Last year, Daniela Loustalot Knapp and Nicolien worked on a project to study matching algorithms for the school choice problem. Matching is the abstraction of a problem that arises in many real-world situations and consists of making pairs of individuals from two groups that have preferences over the other group. Examples include organ donation programs, house allocations and the school choice problem. In the school choice problem, the question is how to fairly assign kids to schools. Every year, kids going to secondary school have to submit a ranking of their preferred schools. As it happens, some schools turn out to be more popular than others. Consequently, not all kids can go to their favorite schools. To decide who gets their first choice and who doesn’t, the school boards in Amsterdam use a matching algorithm (sometimes also called ‘matching mechanisms’).
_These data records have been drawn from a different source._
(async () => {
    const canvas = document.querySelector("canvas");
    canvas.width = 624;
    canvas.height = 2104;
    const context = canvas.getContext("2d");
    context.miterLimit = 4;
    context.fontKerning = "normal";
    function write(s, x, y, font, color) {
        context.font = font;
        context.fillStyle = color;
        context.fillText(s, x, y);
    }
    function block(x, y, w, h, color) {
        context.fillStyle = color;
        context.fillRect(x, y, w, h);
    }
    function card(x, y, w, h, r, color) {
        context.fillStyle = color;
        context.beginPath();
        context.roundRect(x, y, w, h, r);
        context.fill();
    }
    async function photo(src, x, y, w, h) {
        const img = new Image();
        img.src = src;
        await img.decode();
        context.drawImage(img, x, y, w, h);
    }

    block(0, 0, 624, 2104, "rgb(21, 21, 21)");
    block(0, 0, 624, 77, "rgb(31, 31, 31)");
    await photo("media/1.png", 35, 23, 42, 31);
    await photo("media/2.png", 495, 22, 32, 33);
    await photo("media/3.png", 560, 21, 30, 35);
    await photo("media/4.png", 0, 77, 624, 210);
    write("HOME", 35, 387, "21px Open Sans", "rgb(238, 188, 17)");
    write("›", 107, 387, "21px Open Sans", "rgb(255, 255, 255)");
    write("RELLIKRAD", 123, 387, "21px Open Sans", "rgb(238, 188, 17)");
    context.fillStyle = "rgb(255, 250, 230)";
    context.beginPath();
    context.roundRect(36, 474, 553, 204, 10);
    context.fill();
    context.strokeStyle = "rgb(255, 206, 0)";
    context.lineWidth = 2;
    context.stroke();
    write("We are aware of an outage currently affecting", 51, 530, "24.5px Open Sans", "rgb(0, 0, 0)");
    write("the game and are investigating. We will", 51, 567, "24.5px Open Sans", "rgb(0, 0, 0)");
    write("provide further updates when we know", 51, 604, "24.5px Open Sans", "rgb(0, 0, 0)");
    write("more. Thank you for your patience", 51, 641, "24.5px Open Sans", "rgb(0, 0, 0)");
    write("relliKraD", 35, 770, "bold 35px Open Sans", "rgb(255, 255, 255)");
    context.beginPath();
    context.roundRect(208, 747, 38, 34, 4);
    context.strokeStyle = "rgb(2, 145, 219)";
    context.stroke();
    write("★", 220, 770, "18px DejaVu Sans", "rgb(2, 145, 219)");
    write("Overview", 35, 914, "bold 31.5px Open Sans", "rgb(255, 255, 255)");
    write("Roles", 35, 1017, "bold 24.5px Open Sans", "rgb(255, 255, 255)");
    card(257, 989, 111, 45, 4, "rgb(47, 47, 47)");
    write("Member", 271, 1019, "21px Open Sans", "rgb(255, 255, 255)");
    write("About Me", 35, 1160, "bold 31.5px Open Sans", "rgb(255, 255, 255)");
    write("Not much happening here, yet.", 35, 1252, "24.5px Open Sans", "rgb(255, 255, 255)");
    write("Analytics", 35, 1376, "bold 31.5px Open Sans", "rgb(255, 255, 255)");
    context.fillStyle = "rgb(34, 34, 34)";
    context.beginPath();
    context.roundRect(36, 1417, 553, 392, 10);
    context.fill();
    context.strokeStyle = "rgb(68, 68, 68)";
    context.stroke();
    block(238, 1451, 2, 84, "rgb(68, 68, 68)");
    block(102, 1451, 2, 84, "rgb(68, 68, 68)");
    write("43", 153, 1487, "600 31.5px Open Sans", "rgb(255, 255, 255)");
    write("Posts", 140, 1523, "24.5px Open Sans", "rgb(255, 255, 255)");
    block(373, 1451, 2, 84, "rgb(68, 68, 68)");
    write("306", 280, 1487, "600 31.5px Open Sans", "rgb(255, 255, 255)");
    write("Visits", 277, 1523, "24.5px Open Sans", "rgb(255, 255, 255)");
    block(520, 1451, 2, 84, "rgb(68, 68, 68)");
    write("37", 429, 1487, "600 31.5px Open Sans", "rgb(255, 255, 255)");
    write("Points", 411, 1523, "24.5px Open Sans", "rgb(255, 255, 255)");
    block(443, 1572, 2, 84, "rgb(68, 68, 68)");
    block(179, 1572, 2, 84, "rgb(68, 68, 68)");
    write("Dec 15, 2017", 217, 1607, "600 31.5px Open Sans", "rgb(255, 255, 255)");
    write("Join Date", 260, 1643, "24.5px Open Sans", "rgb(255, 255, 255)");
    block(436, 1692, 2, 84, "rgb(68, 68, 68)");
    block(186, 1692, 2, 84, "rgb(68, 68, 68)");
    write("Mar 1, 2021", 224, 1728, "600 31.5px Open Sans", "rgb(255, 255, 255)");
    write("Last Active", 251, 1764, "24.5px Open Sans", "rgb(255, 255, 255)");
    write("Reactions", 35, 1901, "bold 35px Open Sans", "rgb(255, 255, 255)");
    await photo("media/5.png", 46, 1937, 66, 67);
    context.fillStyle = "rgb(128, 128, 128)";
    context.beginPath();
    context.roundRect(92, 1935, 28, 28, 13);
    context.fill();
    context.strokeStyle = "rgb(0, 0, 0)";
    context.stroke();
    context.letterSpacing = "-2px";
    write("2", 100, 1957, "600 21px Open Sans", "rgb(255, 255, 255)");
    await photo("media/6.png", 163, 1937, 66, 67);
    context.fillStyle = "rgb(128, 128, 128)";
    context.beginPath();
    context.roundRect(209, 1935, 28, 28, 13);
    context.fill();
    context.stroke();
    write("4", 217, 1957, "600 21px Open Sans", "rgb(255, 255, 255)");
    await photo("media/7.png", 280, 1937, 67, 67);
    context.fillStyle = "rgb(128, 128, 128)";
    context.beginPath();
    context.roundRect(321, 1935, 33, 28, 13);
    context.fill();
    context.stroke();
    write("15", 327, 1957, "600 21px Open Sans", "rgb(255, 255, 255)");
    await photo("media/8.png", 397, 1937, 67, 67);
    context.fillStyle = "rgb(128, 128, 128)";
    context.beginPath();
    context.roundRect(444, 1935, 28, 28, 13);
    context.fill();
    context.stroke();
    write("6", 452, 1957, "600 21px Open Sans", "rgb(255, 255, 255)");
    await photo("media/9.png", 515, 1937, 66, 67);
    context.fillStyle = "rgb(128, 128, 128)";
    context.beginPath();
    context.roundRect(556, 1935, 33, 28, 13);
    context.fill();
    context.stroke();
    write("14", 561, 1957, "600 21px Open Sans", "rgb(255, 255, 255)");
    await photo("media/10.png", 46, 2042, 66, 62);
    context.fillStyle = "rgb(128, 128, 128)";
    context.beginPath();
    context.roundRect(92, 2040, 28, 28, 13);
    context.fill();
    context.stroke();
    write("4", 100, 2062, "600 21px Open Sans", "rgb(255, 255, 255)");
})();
In this episode, we discuss how different algorithms have varying normative properties. This means that choosing and designing matching algorithms is not just a mathematical problem. The choice for what algorithms to choose may have far-reaching effects. On whether everyone gets equal opportunities, for example. Talking about matching means talking about how to divide limited goods or places as fairly as possible.

Finally, Daniela recently wrote a thesis on justifying matching algorithms. The idea is to provide non-experts with a step-by-step explanation of why the computed assignment is a good compromise between all the agents’ preferences, grounded in a set of principles that are appealing to them. We will touch upon this in the last part of the episode.